PROBLEM DESCRIPTION:
In the reply, include exactly the lines of the entries below from the first to the line with "line. Give via points where an edge curves.", that line included.

>>>>

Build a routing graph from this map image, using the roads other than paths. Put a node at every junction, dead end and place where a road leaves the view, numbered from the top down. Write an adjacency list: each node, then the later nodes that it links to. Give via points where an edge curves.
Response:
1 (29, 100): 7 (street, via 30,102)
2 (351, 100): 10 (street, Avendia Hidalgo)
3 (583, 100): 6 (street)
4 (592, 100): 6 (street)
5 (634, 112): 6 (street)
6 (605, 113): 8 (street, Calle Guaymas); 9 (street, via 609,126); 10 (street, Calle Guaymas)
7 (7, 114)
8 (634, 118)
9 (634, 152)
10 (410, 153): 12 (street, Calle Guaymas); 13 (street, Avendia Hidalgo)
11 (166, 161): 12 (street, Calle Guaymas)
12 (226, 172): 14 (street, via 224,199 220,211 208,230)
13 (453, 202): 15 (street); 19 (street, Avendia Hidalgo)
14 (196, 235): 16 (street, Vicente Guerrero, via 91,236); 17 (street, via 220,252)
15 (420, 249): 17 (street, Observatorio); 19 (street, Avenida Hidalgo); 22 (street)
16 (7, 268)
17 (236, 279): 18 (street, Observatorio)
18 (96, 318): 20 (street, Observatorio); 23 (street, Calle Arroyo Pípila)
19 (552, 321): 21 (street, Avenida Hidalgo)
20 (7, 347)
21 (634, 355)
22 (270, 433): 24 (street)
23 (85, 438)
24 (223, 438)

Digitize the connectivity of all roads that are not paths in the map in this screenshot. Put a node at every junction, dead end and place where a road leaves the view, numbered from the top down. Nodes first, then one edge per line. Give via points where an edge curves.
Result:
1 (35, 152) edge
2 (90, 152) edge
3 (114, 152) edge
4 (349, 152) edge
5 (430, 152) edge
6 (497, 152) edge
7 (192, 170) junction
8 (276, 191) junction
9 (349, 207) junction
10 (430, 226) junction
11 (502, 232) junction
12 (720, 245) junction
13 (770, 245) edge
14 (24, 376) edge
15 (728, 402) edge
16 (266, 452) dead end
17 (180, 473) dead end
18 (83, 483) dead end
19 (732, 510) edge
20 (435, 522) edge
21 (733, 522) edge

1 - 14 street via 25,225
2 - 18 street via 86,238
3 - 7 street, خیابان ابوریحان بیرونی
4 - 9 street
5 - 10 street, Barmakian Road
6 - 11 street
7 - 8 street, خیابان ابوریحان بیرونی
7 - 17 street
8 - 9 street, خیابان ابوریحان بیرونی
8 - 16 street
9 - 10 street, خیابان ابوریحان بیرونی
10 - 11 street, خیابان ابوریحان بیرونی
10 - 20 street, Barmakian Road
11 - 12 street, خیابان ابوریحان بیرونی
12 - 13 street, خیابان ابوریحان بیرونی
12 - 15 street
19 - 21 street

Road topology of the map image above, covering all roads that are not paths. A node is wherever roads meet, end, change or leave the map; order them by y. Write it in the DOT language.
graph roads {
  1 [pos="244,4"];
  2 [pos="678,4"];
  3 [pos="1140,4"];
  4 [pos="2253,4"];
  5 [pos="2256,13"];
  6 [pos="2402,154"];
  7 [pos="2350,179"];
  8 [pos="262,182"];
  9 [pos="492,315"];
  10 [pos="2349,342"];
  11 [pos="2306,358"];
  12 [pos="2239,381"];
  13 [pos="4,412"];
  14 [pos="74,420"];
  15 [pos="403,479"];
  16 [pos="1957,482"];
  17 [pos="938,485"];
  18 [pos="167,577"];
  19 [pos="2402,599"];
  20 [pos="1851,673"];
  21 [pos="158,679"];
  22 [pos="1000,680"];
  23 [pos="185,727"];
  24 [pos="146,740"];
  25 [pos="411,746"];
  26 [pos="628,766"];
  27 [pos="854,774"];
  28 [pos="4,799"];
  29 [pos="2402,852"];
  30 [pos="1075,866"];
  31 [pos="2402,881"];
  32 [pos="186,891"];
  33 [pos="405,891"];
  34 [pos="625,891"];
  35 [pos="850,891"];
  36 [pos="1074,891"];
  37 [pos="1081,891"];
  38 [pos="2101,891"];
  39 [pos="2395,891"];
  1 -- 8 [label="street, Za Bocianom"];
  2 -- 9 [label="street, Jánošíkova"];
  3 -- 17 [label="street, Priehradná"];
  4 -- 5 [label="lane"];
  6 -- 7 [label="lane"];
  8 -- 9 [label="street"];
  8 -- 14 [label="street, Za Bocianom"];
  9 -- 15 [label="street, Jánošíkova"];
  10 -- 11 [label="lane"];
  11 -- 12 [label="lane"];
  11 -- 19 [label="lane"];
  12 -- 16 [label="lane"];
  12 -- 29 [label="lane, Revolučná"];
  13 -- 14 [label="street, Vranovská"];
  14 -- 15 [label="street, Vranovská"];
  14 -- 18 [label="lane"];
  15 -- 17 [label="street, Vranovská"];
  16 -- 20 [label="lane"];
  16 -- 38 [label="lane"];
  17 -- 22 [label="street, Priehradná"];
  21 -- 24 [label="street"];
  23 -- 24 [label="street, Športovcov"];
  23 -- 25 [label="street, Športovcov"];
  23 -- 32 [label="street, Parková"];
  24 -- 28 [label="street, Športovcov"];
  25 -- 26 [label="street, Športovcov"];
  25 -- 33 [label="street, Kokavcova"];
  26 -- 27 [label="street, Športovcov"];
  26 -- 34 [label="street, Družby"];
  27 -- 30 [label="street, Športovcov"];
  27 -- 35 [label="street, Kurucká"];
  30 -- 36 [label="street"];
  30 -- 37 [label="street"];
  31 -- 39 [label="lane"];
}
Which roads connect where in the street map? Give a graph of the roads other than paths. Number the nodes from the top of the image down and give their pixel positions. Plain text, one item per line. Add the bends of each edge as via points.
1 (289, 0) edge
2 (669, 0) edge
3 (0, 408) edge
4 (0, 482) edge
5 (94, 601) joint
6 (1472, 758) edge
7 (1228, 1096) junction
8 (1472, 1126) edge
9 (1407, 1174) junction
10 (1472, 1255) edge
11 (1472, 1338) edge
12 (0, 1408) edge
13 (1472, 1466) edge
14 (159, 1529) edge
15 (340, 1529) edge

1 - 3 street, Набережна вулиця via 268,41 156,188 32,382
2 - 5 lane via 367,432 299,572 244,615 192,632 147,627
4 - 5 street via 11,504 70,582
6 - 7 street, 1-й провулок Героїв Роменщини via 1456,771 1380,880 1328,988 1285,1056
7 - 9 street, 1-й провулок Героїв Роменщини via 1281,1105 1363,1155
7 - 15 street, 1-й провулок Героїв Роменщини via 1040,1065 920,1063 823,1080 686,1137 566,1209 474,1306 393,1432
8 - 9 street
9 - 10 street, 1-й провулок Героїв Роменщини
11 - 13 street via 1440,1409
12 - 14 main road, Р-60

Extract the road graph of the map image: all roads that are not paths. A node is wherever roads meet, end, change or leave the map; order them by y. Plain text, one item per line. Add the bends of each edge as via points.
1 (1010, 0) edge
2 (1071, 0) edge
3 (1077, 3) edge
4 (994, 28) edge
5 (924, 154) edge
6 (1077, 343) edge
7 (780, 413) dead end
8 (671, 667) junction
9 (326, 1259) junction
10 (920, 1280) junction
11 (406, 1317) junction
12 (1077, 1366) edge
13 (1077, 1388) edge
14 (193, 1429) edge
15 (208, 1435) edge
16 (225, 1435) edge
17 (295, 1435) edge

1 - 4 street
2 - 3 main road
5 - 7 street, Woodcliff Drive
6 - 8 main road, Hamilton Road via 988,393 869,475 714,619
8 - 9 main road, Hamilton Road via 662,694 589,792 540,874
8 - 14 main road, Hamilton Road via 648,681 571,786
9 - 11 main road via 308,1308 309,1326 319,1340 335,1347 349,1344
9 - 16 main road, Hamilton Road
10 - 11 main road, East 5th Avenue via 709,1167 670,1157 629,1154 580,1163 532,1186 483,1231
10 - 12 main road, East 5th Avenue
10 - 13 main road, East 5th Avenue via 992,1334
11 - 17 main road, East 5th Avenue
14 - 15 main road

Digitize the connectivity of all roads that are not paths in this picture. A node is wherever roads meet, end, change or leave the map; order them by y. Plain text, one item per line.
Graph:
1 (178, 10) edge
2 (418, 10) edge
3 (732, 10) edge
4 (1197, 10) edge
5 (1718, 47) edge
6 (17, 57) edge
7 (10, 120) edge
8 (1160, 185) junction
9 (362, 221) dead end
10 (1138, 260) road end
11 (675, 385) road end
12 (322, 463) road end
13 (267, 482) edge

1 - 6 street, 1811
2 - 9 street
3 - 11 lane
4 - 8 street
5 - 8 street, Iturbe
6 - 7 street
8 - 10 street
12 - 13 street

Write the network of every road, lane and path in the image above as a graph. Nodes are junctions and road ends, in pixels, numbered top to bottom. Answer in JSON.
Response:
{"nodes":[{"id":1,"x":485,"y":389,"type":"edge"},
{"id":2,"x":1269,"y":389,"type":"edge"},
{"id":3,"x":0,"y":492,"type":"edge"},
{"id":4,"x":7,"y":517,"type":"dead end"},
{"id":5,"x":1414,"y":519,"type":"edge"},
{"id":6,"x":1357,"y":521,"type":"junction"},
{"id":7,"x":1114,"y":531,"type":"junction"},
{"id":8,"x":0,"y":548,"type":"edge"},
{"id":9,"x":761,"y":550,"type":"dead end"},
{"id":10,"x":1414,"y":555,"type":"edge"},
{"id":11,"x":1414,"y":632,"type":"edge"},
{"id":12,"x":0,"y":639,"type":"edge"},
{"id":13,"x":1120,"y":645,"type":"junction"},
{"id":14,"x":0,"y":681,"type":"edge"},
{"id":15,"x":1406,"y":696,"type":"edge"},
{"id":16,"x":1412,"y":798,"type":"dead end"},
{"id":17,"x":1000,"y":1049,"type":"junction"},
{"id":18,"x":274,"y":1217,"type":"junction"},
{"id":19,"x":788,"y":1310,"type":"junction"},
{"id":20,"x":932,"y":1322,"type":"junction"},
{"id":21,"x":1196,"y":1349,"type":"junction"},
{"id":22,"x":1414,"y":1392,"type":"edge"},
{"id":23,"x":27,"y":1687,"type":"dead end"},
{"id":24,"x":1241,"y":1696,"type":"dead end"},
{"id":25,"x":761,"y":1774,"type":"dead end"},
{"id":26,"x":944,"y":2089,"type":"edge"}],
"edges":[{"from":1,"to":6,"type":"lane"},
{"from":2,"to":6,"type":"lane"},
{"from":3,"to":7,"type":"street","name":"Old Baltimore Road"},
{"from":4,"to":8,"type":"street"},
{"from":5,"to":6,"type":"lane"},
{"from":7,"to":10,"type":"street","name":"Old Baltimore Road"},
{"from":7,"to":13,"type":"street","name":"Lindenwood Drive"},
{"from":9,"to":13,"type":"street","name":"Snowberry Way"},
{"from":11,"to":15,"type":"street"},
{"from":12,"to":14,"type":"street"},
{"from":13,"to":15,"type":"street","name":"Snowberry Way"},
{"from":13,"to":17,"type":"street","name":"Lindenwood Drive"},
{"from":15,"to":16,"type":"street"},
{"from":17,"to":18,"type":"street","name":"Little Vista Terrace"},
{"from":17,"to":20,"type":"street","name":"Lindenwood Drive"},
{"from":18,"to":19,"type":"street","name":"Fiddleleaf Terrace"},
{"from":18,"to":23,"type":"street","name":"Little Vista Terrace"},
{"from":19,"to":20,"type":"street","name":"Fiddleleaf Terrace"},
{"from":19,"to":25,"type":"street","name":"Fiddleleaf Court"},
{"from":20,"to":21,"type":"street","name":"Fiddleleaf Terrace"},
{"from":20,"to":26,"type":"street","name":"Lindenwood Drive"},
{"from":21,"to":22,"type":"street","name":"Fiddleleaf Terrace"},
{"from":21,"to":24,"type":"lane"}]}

<<<<

RESULT OF THE EXERCISE:
Build a routing graph from this map image, using the roads other than paths. Put a node at every junction, dead end and place where a road leaves the view, numbered from the top down. Write an adjacency list: each node, then the later nodes that it links to. Give via points where an edge curves.
Response:
1 (29, 100): 7 (street, via 30,102)
2 (351, 100): 10 (street, Avendia Hidalgo)
3 (583, 100): 6 (street)
4 (592, 100): 6 (street)
5 (634, 112): 6 (street)
6 (605, 113): 8 (street, Calle Guaymas); 9 (street, via 609,126); 10 (street, Calle Guaymas)
7 (7, 114)
8 (634, 118)
9 (634, 152)
10 (410, 153): 12 (street, Calle Guaymas); 13 (street, Avendia Hidalgo)
11 (166, 161): 12 (street, Calle Guaymas)
12 (226, 172): 14 (street, via 224,199 220,211 208,230)
13 (453, 202): 15 (street); 19 (street, Avendia Hidalgo)
14 (196, 235): 16 (street, Vicente Guerrero, via 91,236); 17 (street, via 220,252)
15 (420, 249): 17 (street, Observatorio); 19 (street, Avenida Hidalgo); 22 (street)
16 (7, 268)
17 (236, 279): 18 (street, Observatorio)
18 (96, 318): 20 (street, Observatorio); 23 (street, Calle Arroyo Pípila)
19 (552, 321): 21 (street, Avenida Hidalgo)
20 (7, 347)
21 (634, 355)
22 (270, 433): 24 (street)
23 (85, 438)
24 (223, 438)

Digitize the connectivity of all roads that are not paths in the map in this screenshot. Put a node at every junction, dead end and place where a road leaves the view, numbered from the top down. Nodes first, then one edge per line. Give via points where an edge curves.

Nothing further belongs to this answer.